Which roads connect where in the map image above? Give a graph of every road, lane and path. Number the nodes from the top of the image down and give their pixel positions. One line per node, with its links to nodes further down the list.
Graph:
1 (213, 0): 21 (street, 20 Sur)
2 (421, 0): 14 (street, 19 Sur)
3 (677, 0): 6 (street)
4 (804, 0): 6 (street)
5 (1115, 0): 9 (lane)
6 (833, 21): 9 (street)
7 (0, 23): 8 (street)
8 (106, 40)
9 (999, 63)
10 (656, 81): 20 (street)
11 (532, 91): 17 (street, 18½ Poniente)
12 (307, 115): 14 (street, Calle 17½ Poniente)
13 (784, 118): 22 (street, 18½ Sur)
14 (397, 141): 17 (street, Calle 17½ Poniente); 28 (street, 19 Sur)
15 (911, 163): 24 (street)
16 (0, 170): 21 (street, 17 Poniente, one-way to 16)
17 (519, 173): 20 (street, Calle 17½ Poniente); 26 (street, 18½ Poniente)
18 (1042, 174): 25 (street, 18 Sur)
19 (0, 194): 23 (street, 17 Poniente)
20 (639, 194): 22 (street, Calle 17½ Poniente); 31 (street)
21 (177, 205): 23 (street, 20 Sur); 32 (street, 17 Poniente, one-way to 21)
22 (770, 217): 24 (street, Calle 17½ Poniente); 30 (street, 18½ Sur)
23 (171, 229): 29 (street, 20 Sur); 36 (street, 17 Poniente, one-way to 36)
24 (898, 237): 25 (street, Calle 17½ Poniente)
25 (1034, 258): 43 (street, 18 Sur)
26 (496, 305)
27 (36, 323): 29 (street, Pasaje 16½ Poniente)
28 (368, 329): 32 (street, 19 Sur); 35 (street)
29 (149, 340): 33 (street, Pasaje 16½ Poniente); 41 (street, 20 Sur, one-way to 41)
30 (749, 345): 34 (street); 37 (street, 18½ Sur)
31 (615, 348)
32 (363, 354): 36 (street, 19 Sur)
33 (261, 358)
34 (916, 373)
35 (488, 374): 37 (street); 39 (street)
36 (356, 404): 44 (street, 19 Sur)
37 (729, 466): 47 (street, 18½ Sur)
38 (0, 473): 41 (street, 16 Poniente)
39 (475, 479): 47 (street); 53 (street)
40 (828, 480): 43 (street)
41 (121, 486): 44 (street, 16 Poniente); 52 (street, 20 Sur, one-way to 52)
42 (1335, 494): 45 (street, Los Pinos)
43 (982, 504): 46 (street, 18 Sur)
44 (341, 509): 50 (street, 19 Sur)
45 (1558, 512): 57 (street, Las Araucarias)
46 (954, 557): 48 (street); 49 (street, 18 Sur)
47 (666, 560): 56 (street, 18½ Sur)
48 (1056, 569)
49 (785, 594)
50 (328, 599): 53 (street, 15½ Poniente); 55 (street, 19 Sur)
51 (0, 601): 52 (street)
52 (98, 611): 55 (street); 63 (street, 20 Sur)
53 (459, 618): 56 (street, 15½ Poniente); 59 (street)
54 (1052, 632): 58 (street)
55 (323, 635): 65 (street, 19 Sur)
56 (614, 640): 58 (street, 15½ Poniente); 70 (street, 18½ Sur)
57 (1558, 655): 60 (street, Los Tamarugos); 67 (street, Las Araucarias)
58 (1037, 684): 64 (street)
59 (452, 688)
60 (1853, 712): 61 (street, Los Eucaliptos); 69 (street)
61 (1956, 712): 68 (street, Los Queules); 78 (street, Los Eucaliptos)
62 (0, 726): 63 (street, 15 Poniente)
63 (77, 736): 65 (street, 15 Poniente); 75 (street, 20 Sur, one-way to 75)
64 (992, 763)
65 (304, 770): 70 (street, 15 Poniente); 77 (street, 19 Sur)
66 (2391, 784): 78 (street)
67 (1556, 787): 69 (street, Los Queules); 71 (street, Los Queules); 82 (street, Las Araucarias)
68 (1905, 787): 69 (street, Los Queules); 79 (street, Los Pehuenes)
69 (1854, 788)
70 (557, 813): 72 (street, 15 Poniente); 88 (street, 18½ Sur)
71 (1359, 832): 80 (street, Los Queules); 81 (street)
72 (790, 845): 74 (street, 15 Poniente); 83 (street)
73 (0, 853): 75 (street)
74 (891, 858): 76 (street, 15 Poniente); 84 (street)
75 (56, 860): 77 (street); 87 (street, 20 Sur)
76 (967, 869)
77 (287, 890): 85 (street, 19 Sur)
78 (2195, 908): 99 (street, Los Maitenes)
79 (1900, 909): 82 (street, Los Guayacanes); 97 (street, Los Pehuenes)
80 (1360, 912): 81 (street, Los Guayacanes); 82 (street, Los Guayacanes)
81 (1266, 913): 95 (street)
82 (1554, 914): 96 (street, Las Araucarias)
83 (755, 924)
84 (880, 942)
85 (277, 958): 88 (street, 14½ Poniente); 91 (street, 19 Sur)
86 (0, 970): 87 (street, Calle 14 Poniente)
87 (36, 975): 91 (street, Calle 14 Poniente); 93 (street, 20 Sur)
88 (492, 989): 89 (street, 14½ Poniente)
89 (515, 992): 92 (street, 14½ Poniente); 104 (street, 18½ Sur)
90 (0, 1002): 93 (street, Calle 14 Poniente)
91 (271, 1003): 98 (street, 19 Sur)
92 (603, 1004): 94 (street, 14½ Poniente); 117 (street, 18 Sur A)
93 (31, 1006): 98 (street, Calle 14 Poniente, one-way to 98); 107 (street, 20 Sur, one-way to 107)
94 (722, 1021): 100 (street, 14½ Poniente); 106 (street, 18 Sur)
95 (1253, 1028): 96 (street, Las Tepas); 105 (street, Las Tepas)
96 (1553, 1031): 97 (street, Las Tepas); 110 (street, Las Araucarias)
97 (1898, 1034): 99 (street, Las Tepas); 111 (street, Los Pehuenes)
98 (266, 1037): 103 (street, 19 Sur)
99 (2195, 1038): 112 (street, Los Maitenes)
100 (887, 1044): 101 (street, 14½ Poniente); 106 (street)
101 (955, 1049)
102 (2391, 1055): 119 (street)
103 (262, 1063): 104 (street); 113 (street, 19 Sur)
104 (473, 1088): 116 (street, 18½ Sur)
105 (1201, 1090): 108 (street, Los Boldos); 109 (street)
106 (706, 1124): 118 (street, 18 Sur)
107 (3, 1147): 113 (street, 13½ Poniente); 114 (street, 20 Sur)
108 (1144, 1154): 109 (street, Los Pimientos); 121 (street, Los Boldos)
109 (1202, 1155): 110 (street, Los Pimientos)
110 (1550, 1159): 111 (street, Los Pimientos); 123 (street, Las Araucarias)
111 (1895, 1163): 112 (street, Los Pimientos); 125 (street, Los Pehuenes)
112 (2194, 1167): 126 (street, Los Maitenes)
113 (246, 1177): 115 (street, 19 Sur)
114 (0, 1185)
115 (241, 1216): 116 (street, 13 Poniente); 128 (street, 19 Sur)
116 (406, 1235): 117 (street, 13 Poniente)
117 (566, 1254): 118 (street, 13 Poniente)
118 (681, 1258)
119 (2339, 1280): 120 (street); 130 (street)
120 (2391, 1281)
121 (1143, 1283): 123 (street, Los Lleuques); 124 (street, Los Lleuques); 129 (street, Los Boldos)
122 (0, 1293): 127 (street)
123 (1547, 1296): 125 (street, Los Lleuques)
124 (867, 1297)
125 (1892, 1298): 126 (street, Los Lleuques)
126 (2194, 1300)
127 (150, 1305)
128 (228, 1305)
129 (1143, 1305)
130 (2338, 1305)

*Activity:* Each line of the records with the word "Pimientos" in it is to be copied.

*Problem solution:*
108 (1144, 1154): 109 (street, Los Pimientos); 121 (street, Los Boldos)
109 (1202, 1155): 110 (street, Los Pimientos)
110 (1550, 1159): 111 (street, Los Pimientos); 123 (street, Las Araucarias)
111 (1895, 1163): 112 (street, Los Pimientos); 125 (street, Los Pehuenes)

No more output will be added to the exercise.